The phases in such a competition can be described as

—Early: competitors are building up power and resources more or less independently, because they’re not big enough to run into each other significantly.  Important to strategize correctly.  You can plan longer term because other players can’t upset your plans yet.

—Mid: what other players do matters very much to what you do.  Maximum coupling leads to maximum confusion.

—End: time for the leading player to grind down the smaller players.  Becomes easier to understand as hope disappears.

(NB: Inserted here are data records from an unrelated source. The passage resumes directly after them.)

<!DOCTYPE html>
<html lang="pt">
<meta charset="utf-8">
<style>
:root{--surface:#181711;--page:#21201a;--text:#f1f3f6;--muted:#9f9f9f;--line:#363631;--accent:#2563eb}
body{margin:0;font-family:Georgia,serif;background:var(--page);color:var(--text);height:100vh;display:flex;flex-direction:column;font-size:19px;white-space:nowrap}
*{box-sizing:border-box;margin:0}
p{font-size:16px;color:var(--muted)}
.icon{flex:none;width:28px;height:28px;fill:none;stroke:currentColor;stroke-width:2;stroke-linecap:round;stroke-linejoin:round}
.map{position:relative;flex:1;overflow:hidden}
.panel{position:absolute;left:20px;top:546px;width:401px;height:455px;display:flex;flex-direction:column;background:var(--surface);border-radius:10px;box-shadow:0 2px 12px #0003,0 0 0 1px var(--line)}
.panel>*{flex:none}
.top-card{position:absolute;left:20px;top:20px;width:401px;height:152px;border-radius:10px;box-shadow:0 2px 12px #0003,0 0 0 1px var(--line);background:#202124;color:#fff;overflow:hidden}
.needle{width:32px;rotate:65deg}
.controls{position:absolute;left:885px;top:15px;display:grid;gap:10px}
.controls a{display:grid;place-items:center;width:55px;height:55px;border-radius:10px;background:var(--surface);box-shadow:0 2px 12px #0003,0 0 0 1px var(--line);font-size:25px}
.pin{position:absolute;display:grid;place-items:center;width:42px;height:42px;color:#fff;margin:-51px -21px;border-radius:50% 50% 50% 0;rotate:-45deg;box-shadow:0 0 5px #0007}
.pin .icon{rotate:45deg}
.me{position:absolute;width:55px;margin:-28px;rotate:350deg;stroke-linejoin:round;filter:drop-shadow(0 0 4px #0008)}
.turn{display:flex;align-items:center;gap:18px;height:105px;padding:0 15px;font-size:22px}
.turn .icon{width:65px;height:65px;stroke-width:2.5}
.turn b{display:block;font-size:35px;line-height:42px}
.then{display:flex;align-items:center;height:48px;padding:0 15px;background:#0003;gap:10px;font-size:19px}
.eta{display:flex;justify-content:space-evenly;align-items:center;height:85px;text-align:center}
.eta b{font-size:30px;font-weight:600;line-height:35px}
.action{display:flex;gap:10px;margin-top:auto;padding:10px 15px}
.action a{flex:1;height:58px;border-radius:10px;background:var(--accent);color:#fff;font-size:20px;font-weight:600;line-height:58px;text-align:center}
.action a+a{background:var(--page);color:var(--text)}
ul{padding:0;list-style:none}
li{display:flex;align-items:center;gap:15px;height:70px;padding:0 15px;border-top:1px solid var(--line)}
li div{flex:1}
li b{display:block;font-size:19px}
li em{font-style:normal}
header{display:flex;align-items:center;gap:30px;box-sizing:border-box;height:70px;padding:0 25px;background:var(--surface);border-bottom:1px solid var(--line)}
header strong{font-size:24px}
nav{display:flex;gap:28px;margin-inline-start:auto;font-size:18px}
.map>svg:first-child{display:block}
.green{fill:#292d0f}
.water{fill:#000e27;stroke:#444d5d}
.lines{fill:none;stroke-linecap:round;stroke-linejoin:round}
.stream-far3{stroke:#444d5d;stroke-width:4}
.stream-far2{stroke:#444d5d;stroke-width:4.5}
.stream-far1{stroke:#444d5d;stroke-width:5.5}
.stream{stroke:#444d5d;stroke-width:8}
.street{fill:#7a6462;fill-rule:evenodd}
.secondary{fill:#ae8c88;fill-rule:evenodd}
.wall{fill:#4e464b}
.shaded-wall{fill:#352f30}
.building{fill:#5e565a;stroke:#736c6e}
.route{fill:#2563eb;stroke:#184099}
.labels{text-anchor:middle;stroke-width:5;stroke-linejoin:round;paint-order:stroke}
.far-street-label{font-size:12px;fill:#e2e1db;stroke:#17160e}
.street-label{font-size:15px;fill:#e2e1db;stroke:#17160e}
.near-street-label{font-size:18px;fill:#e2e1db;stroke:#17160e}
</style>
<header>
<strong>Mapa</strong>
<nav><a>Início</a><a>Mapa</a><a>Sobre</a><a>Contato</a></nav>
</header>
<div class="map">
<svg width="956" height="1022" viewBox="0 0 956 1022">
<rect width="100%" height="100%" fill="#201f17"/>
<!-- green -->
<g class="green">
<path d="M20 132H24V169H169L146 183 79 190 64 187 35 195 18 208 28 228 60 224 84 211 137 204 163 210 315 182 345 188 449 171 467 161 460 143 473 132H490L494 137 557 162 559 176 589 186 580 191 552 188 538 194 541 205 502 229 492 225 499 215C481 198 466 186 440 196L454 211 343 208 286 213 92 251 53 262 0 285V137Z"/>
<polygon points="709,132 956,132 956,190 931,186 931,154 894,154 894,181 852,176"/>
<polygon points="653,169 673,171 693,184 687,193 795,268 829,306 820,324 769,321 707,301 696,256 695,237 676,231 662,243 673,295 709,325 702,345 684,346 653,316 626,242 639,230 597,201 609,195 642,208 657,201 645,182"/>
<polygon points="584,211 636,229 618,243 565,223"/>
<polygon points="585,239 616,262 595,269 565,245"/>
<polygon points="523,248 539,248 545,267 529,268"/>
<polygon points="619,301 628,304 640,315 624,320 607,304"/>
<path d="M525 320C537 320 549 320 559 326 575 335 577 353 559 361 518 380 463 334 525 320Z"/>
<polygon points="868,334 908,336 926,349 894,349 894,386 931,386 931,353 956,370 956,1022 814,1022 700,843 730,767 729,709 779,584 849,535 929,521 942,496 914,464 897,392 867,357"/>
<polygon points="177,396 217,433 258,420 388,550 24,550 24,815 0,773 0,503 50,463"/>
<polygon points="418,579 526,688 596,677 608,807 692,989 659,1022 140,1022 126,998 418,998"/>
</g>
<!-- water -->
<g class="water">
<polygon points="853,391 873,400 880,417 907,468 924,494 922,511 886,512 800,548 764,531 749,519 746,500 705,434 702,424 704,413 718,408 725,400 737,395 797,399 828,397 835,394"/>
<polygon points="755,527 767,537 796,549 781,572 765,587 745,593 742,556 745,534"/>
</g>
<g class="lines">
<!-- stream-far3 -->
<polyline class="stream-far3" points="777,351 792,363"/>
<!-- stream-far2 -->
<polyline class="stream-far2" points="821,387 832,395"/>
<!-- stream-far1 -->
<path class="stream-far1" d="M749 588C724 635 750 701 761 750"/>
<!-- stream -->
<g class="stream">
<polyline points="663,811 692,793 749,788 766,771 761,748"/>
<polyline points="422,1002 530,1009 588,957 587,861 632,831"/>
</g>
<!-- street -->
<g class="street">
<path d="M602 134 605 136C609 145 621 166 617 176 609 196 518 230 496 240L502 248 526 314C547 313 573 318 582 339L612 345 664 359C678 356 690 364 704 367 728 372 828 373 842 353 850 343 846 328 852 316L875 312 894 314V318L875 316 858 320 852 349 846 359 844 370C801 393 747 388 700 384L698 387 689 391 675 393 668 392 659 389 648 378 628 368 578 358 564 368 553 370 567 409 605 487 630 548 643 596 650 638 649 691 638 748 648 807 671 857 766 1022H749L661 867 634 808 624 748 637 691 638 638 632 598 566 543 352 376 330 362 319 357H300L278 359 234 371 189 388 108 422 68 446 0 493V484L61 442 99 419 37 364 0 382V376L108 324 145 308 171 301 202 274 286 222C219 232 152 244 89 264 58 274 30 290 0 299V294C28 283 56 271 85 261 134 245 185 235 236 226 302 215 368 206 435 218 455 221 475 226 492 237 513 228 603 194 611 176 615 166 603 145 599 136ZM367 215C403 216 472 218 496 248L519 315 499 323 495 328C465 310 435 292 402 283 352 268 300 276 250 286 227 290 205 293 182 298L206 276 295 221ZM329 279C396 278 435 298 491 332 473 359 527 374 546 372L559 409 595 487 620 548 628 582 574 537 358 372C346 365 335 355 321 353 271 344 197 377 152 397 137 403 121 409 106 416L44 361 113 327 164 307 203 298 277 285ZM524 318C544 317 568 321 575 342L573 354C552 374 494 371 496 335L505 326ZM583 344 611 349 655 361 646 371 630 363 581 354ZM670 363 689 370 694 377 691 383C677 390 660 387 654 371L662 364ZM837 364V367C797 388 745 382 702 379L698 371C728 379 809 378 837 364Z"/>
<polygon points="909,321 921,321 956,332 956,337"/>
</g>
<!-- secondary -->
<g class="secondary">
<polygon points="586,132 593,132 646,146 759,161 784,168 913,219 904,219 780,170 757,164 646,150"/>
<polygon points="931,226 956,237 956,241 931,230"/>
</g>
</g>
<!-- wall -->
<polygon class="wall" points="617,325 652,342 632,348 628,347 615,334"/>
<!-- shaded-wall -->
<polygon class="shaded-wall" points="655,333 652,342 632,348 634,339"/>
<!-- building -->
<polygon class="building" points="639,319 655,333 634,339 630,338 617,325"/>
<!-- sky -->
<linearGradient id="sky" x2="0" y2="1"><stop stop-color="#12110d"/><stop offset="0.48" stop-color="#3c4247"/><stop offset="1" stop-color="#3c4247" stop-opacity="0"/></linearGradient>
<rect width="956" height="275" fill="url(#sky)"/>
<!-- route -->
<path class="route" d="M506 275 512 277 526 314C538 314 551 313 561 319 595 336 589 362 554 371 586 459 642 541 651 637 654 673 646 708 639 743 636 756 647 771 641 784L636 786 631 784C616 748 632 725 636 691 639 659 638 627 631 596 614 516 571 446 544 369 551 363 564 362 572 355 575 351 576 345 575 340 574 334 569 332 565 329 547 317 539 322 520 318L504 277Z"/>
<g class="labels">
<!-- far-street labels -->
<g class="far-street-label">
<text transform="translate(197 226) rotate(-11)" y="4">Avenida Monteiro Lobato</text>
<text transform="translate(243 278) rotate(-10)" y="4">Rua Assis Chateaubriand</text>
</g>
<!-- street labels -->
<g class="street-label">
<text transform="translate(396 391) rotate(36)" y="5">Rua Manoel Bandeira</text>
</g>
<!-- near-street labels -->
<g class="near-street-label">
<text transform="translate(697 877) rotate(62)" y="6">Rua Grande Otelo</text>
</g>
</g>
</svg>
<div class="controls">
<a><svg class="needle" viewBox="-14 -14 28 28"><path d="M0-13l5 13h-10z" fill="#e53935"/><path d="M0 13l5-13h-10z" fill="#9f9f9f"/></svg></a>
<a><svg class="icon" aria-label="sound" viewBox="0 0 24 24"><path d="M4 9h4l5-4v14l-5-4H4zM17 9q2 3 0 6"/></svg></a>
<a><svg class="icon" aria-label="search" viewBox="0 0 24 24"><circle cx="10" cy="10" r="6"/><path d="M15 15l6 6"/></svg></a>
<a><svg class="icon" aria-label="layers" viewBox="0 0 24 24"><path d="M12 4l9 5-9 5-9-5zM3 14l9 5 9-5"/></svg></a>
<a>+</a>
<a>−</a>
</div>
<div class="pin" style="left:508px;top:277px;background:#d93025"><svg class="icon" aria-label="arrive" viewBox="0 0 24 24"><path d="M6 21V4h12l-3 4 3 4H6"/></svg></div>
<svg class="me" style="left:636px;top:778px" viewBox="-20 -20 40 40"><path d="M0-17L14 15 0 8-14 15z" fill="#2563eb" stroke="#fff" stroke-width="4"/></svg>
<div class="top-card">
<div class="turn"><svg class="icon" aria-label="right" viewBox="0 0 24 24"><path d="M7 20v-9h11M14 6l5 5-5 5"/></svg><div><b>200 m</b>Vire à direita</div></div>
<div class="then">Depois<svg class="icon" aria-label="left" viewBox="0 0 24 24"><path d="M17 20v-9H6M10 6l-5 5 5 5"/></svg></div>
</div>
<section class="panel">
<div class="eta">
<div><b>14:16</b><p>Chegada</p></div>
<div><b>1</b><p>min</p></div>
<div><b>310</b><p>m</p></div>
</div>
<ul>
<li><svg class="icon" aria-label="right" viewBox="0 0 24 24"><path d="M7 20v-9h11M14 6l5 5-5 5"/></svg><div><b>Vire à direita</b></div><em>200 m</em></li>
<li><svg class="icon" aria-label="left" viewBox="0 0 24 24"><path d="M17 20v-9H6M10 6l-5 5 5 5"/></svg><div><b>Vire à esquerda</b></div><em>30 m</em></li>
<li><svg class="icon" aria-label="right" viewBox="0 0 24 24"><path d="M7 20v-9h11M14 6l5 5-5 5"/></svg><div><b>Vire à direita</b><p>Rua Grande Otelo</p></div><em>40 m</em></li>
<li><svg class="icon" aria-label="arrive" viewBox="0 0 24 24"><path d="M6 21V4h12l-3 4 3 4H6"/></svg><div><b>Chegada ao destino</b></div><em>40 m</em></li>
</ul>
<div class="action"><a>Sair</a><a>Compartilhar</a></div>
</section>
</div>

Chess is an example, where there are two competitors, and the resource is “pieces that have been moved and not yet taken”.  This also applies to multiplayer tabletop games (which is where I thought of it).  It also applies to companies moving into a new product area, like desktop operating systems in the ‘80s.  It applied to European colonial powers moving into new continents.

what are some situations in real life, other than "AI takeoff", where the early/mid/late game metaphor seems useful?

I suspect it's easy to find games or situations that have nice-ish three phase maps, for example:

  • Choosing a particular chess move: (I) assess the board, (II) generate some candidates moves, (III) find the best move of the candidates
  • Getting new work as a contractor: (I) get a rough idea of what the potential client wants, (II) create a detailed specification and work plan, (III) finalize financial, ownership, termination, etc details in a contract
  • Discovering a mathematical proof: (I) gather some foundational knowledge relevant to the problem/proposition, (II) search for ways to connect knowledge (and tricks) into a proof, (III) having found a good candidate strategy, try to develop a proof

In strategy board games, there's an explicit shift from "early game, it's worth spending the effort to build a longterm engine. At some point, you want to start spending your resources on victory points." And a lens I'm thinking through is "how long does it keep making sense to invest in infrastructure, and what else might one do?"

Maybe my examples miss the spirit of the early/mid/late game map.  Do you agree that in strategy games the three phases are roughly: (I) develop engine, (II) use engine to create relative advantage, (III) try to win.

Like, in Chess you start off with a state where many pieces can't move in the early game, in the middle game many pieces are in play moving around and trading, then in the end game it's only a few pieces, you know what the goal is, roughly how things will play out.

IMO one of the most important distinctions between middle and late game in chess is that the number of okay to good moves on any given turn is severely reduced in the late game compared to the middle game.

Maybe my examples miss the spirit of the early/mid/late game map.  Do you agree that in strategy games the three phases are roughly: (I) develop engine, (II) use engine to create relative advantage, (III) try to win.

Yes, that was my original frame. But, the whole point of this post is that the Chess example was noticeably different from that, which suggested there might be other lenses that are useful.